[Work item]
Below are some records. Say how many of their lines include the string "change", giving only the number.
Segment Start: Records provided
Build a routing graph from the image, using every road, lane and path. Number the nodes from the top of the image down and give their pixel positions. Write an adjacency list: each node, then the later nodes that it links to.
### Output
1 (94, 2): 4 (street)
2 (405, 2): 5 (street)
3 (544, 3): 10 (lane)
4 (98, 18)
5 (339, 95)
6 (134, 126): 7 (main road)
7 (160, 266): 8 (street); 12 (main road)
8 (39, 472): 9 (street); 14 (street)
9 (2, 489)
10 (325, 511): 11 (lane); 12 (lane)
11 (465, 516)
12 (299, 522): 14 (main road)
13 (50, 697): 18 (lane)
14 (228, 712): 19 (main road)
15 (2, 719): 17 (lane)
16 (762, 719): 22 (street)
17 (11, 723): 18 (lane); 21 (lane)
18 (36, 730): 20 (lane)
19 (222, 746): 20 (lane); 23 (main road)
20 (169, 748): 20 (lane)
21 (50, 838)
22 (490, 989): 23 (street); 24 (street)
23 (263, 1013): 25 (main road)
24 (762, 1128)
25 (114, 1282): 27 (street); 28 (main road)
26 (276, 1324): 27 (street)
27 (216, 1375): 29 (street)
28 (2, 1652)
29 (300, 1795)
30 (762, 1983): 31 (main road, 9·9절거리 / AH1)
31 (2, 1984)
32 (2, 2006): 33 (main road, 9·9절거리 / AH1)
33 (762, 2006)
Segment End: Records provided
Segment Start: Records provided
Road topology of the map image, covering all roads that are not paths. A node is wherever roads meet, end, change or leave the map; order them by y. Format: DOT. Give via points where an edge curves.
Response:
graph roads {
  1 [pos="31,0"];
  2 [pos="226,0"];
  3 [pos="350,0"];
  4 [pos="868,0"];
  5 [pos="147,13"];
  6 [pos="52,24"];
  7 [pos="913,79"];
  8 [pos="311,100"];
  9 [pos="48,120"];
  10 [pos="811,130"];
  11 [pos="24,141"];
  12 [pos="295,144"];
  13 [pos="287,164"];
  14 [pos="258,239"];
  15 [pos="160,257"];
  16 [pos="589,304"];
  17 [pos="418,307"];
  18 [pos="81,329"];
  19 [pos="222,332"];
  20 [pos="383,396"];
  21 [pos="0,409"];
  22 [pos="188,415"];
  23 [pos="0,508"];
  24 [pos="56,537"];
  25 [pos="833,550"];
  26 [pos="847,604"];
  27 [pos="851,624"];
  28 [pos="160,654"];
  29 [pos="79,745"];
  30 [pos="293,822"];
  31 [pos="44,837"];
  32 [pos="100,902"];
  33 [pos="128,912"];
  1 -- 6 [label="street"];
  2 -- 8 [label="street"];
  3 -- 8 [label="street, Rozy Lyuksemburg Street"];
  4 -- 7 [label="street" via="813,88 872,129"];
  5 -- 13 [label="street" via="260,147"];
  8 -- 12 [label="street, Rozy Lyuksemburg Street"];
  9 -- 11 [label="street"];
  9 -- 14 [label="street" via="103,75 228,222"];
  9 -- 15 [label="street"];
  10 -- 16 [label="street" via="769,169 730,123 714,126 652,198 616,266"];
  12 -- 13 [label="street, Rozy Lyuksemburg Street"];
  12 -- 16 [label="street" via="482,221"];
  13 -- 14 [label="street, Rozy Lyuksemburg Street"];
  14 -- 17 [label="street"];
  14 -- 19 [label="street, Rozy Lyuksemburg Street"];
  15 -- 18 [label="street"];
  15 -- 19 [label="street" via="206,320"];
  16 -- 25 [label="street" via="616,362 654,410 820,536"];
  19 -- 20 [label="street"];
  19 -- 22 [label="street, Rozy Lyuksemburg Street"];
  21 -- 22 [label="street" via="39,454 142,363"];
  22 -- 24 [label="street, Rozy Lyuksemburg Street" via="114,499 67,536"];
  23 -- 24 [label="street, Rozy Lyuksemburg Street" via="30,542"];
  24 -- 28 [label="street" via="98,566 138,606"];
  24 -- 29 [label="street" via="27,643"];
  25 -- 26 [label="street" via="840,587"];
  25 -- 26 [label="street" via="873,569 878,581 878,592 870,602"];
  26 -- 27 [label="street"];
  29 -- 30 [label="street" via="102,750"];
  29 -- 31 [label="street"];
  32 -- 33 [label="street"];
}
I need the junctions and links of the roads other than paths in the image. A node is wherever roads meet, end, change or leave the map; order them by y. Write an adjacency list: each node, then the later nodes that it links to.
Segment End: Records provided
Segment Start: Records provided
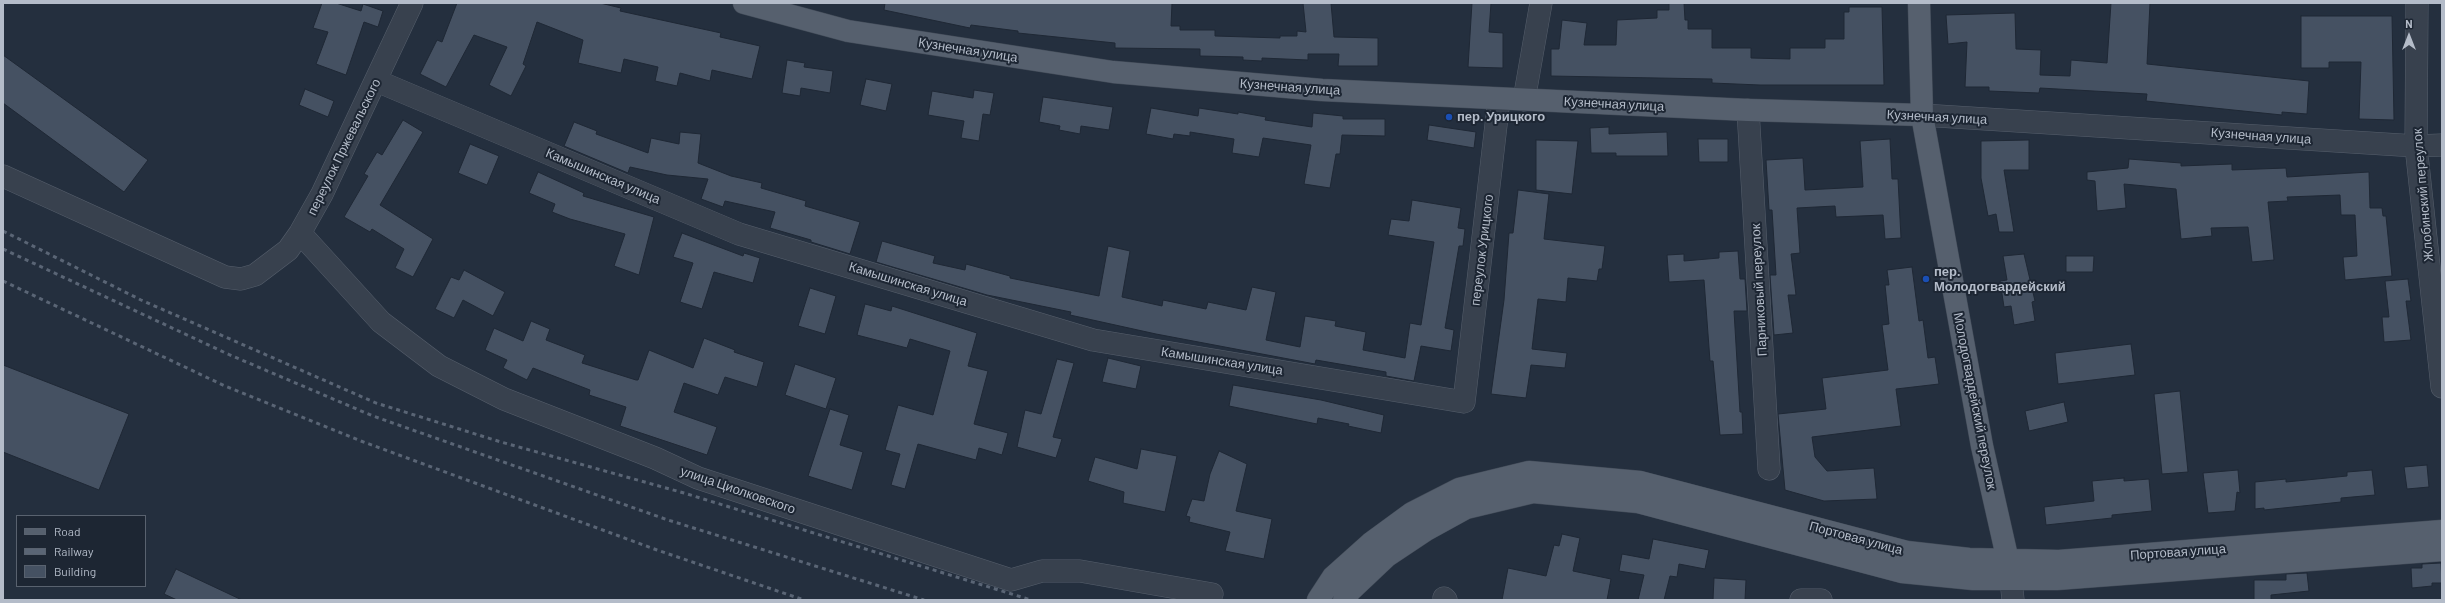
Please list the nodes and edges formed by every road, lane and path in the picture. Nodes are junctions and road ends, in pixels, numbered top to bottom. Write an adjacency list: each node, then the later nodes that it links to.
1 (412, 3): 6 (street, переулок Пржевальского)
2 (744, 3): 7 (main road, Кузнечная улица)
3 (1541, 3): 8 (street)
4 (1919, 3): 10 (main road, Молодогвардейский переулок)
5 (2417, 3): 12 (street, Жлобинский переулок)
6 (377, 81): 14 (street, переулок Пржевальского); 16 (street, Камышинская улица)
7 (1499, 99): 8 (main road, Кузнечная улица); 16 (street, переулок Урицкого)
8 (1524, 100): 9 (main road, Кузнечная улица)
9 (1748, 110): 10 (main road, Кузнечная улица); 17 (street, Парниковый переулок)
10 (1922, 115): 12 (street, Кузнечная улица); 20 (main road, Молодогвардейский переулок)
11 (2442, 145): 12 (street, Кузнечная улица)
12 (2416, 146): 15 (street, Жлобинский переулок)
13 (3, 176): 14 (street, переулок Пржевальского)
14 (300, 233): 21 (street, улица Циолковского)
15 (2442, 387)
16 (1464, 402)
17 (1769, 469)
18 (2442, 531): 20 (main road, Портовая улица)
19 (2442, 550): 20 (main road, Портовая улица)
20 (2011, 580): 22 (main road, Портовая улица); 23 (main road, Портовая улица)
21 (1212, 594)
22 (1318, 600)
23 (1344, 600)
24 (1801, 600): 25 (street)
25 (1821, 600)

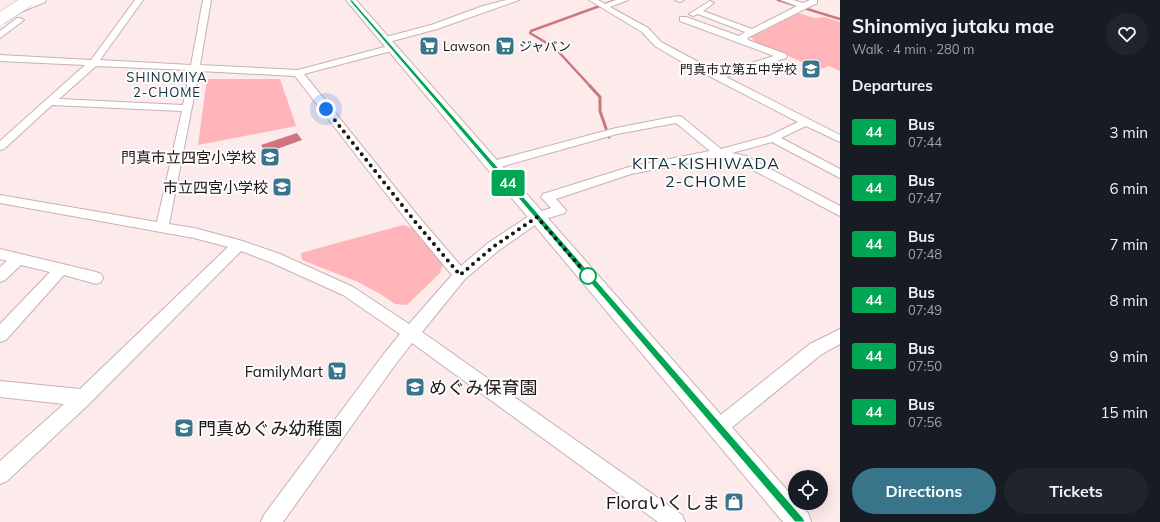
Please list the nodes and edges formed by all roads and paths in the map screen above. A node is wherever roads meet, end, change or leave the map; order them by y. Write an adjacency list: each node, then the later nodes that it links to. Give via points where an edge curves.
Segment End: Records provided
[Answer for this exercise]
3